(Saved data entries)
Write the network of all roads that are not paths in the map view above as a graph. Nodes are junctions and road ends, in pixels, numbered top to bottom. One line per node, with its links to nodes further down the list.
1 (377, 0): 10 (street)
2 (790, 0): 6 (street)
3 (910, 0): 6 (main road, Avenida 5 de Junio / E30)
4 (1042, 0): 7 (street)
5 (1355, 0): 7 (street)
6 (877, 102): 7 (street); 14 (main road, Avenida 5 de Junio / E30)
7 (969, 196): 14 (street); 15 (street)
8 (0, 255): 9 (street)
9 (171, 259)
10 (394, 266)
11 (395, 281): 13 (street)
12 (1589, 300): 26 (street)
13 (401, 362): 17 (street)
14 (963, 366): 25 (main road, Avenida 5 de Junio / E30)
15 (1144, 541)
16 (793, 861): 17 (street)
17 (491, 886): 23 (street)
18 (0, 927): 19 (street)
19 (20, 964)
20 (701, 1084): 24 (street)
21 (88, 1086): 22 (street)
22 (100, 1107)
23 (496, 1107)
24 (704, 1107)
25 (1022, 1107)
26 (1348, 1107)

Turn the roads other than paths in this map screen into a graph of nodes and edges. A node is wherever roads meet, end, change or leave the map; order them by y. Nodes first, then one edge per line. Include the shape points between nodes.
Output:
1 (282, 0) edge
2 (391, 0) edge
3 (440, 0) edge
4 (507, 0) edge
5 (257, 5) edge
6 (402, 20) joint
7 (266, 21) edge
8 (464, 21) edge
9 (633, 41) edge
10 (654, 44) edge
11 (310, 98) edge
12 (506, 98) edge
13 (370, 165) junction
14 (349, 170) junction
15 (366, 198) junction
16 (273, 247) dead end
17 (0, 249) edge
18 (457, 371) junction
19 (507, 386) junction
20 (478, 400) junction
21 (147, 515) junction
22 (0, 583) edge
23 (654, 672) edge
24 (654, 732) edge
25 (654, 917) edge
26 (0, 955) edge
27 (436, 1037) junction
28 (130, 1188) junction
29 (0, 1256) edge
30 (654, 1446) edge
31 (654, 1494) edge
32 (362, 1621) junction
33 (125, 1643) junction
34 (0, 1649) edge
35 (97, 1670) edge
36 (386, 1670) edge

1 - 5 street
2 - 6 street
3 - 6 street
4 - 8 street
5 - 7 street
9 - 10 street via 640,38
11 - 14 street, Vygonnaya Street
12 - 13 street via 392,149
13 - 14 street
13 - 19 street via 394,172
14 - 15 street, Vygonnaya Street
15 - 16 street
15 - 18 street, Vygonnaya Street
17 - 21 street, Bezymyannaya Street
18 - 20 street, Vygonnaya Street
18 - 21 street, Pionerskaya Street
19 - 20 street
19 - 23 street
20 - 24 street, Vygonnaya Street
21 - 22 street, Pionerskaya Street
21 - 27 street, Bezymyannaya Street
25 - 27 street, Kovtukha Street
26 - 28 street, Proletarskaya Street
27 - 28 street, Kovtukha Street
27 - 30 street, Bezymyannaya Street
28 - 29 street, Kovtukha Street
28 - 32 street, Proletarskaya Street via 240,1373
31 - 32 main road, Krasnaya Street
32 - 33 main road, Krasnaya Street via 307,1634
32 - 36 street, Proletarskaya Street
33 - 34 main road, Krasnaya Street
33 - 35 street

**ASSIGNMENT:**
In this exercise, the data above is to be printed exactly.

**RESPONSE:**
Write the network of all roads that are not paths in the map view above as a graph. Nodes are junctions and road ends, in pixels, numbered top to bottom. One line per node, with its links to nodes further down the list.
1 (377, 0): 10 (street)
2 (790, 0): 6 (street)
3 (910, 0): 6 (main road, Avenida 5 de Junio / E30)
4 (1042, 0): 7 (street)
5 (1355, 0): 7 (street)
6 (877, 102): 7 (street); 14 (main road, Avenida 5 de Junio / E30)
7 (969, 196): 14 (street); 15 (street)
8 (0, 255): 9 (street)
9 (171, 259)
10 (394, 266)
11 (395, 281): 13 (street)
12 (1589, 300): 26 (street)
13 (401, 362): 17 (street)
14 (963, 366): 25 (main road, Avenida 5 de Junio / E30)
15 (1144, 541)
16 (793, 861): 17 (street)
17 (491, 886): 23 (street)
18 (0, 927): 19 (street)
19 (20, 964)
20 (701, 1084): 24 (street)
21 (88, 1086): 22 (street)
22 (100, 1107)
23 (496, 1107)
24 (704, 1107)
25 (1022, 1107)
26 (1348, 1107)

Turn the roads other than paths in this map screen into a graph of nodes and edges. A node is wherever roads meet, end, change or leave the map; order them by y. Nodes first, then one edge per line. Include the shape points between nodes.
Output:
1 (282, 0) edge
2 (391, 0) edge
3 (440, 0) edge
4 (507, 0) edge
5 (257, 5) edge
6 (402, 20) joint
7 (266, 21) edge
8 (464, 21) edge
9 (633, 41) edge
10 (654, 44) edge
11 (310, 98) edge
12 (506, 98) edge
13 (370, 165) junction
14 (349, 170) junction
15 (366, 198) junction
16 (273, 247) dead end
17 (0, 249) edge
18 (457, 371) junction
19 (507, 386) junction
20 (478, 400) junction
21 (147, 515) junction
22 (0, 583) edge
23 (654, 672) edge
24 (654, 732) edge
25 (654, 917) edge
26 (0, 955) edge
27 (436, 1037) junction
28 (130, 1188) junction
29 (0, 1256) edge
30 (654, 1446) edge
31 (654, 1494) edge
32 (362, 1621) junction
33 (125, 1643) junction
34 (0, 1649) edge
35 (97, 1670) edge
36 (386, 1670) edge

1 - 5 street
2 - 6 street
3 - 6 street
4 - 8 street
5 - 7 street
9 - 10 street via 640,38
11 - 14 street, Vygonnaya Street
12 - 13 street via 392,149
13 - 14 street
13 - 19 street via 394,172
14 - 15 street, Vygonnaya Street
15 - 16 street
15 - 18 street, Vygonnaya Street
17 - 21 street, Bezymyannaya Street
18 - 20 street, Vygonnaya Street
18 - 21 street, Pionerskaya Street
19 - 20 street
19 - 23 street
20 - 24 street, Vygonnaya Street
21 - 22 street, Pionerskaya Street
21 - 27 street, Bezymyannaya Street
25 - 27 street, Kovtukha Street
26 - 28 street, Proletarskaya Street
27 - 28 street, Kovtukha Street
27 - 30 street, Bezymyannaya Street
28 - 29 street, Kovtukha Street
28 - 32 street, Proletarskaya Street via 240,1373
31 - 32 main road, Krasnaya Street
32 - 33 main road, Krasnaya Street via 307,1634
32 - 36 street, Proletarskaya Street
33 - 34 main road, Krasnaya Street
33 - 35 street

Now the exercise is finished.